Steam turbines are used for many types of drive as prime movers. Drives include, but are not limited to, propulsion systems, generation of electricity, pumps and compressors. A ship propeller is one form of propulsion that can be driven by steam turbines.
While steam turbines can be in many shapes and forms, steam turbines all have some common elements. The steam turbine has a moving set of blades attached to a shaft to transmit the power. A set of stationary blades or nozzles are used to direct the steam towards the rotor or moving blades, where the blades are attached to the shaft. The two sets of blades are referred to together as a stage.
In one of several steam turbine designs, the first stage, the first set of stationary blades and the first set of rotor or moving blades, acts as an impulse stage in which the pressure of the steam drops as the steam passes through the stationary blades and remains relatively constant as the steam passes through the moving blades. As the pressure drops, the velocity of the steam increases as the steam passes through the stationary blades. The velocity of the steam decreases as the rotor blades transmit the energy to rotate the shaft.
The process of decreasing pressure to control or limit flow of steam or fluid is called throttling. The process of throttling results in a loss of energy. One of the factors in determining the amount of energy loss is how well a control or throttle valve is tailored to the amount of flow required to produce normal power versus the flow required to produce maximum power. Typically the valve is designed for the maximum fluid flow that is required by the steam turbine or other power producing device. As the amount of fluid (steam) which is flowing at one time through the valve is decreased, the throttling losses increase.
To increase the efficiency in throttling of the steam turbine, inlet valves are configured as multiple valves which are opened sequentially. Each of the valves are open such that only one valve is partially open. (i.e., the other valves are completely closed or completely open.) Each valve directs the flow of steam to a portion of the entire arc, for example six (6) valves each would direct flow to 60 degrees of the 360 degree full-arc of the turbine. If the turbine was running at 70 percent power, four valves are open completely, one valve is closed and the sixth is partially open. In practice, the power produced, or steam flow through the valves may not be proportional to the number of valves open.
It is recognized that the introduction of steam in a segment of the arc and not in the entire arc, results in a phenomenon which causes greater stimulus on the first stage buckets or blades and higher radiated noise. However, a single valve turbine which introduces fluid to the entire arc results in inefficiencies due to throttling losses of the valve.
The invention relates to a steam turbine which has multiple valves for introducing steam into a steam turbine. Each of the input valves introduce steam flow around the entire 360 degree arc. A uniform flow is introduced completely around the shaft and to the moving blades. The set of nozzles (stationary blades) are each divided into a plurality of circumferential chambers in a axial flow turbine and a plurality of axial chambers in a radial flow turbine.
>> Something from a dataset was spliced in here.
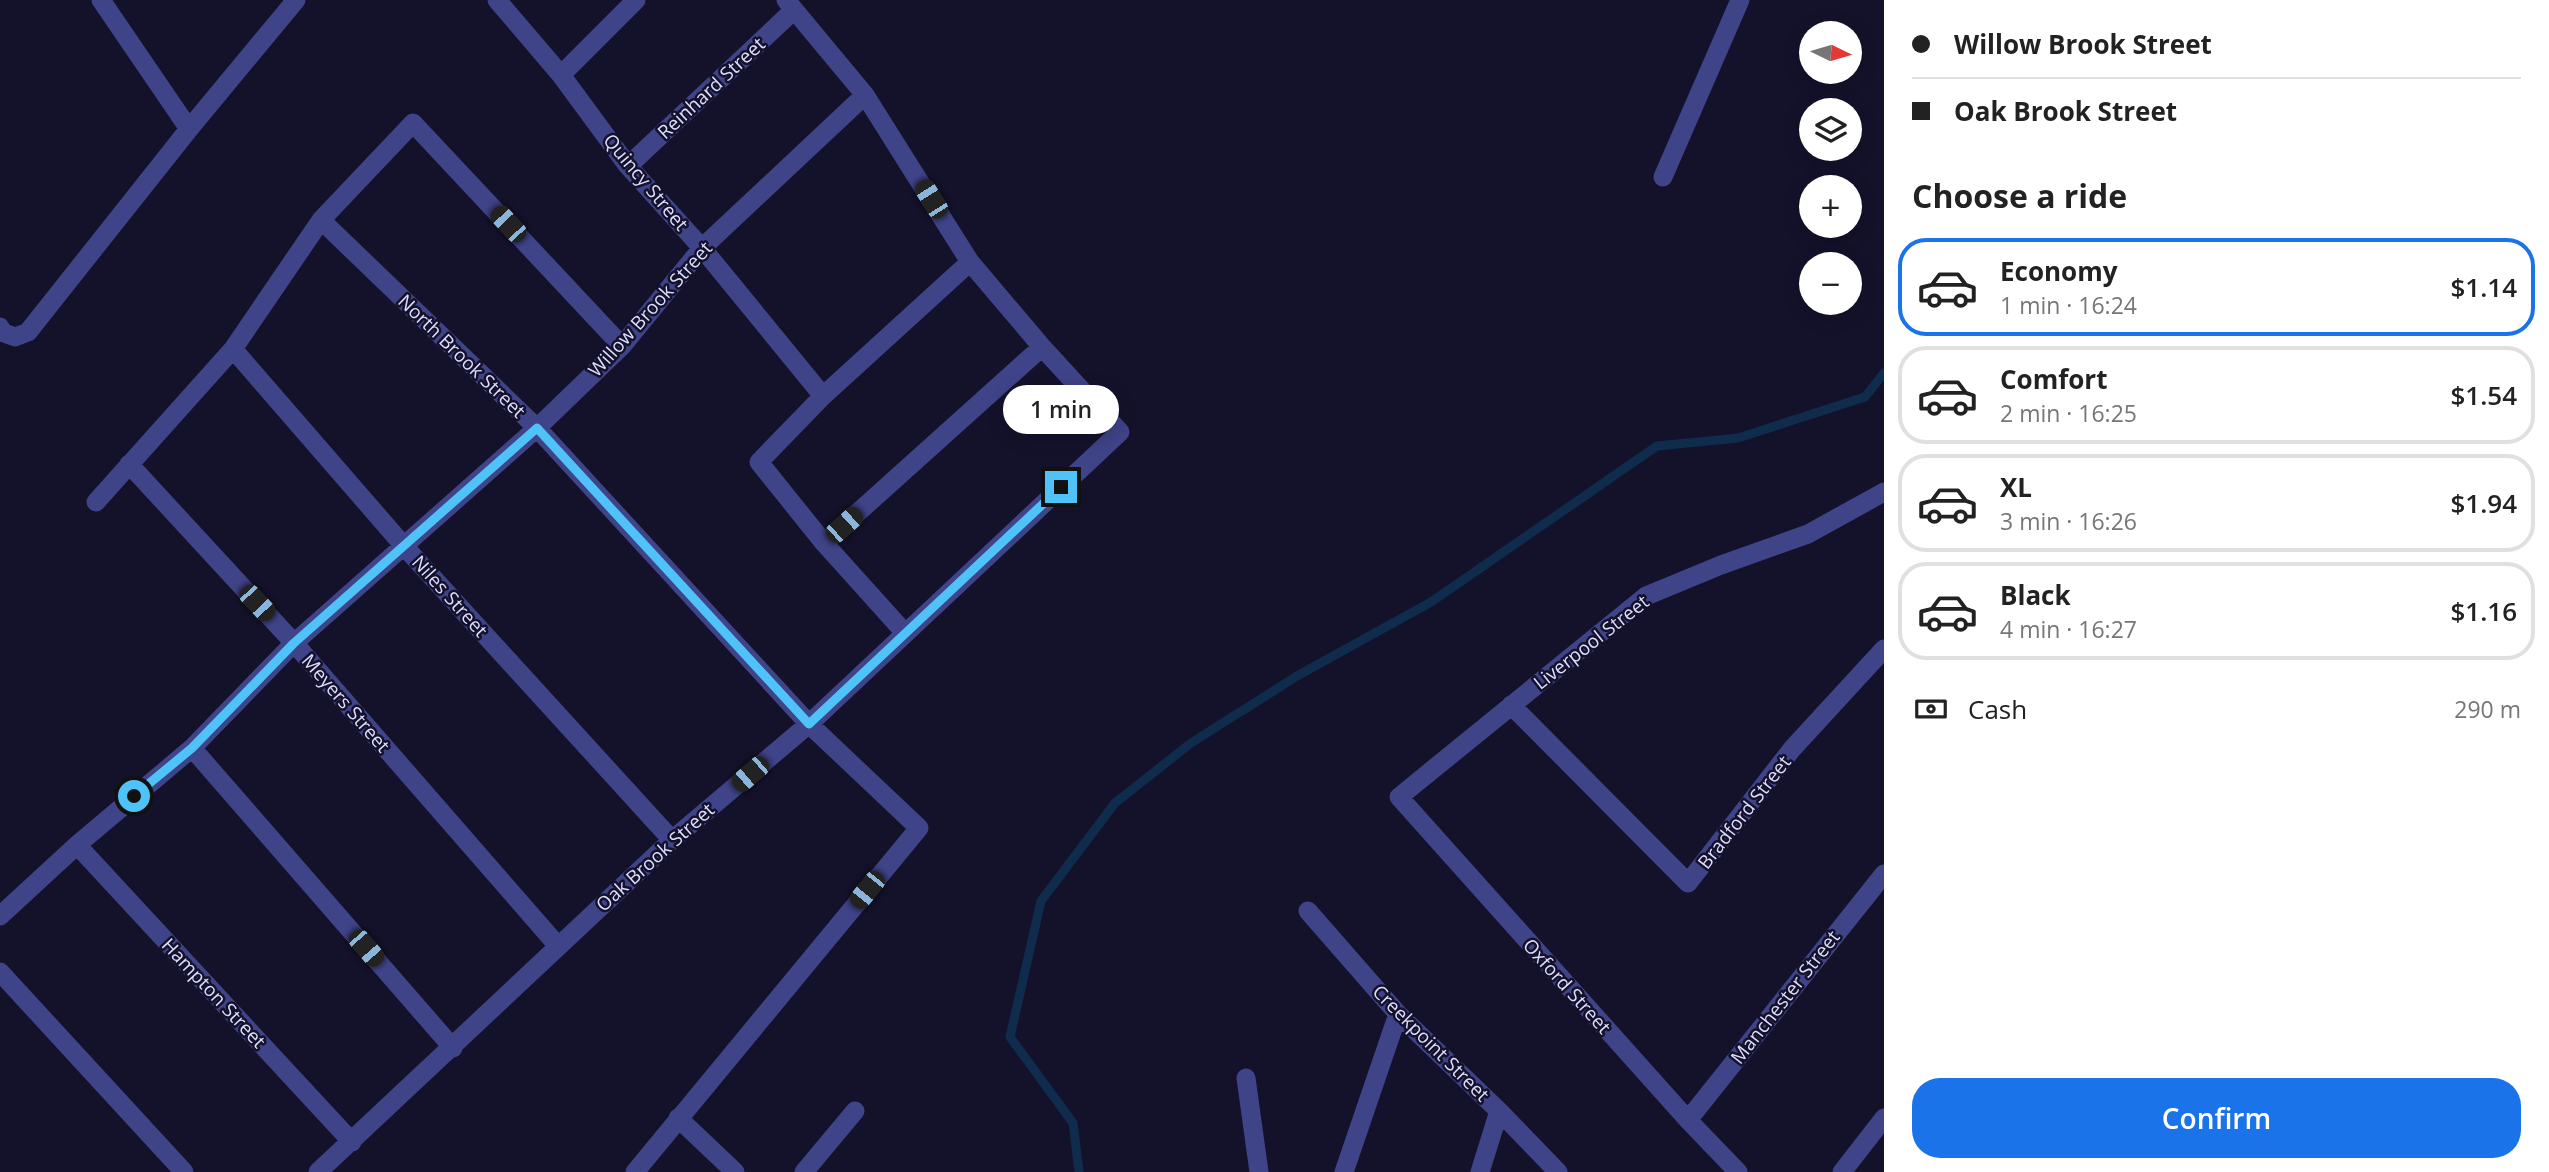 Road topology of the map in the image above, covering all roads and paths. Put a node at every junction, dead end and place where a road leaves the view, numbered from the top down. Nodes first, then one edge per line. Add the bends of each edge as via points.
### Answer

Each set of chambers extends around the full arc of the turbine. Each set has a valve for controlling the flow of steam into the respective chamber. The chambers are designed so that all valves are open when the turbine is running at maximum output. The chambers are sized such that each valve is either open or closed when the turbine is at its normal or reduced output operating condition. For example, if the steam turbine is typically operated at 65 percent power output, and has two chambers, one chamber and its controlling valve would be sized to provide the steam flow required to produce 65 percent power, and the second valve and chamber sized to provide the additional flow to produce the remaining 35 percent power. The valve of the first chamber would be open and the valve of the second chamber would be closed during normal 65 percent power operation.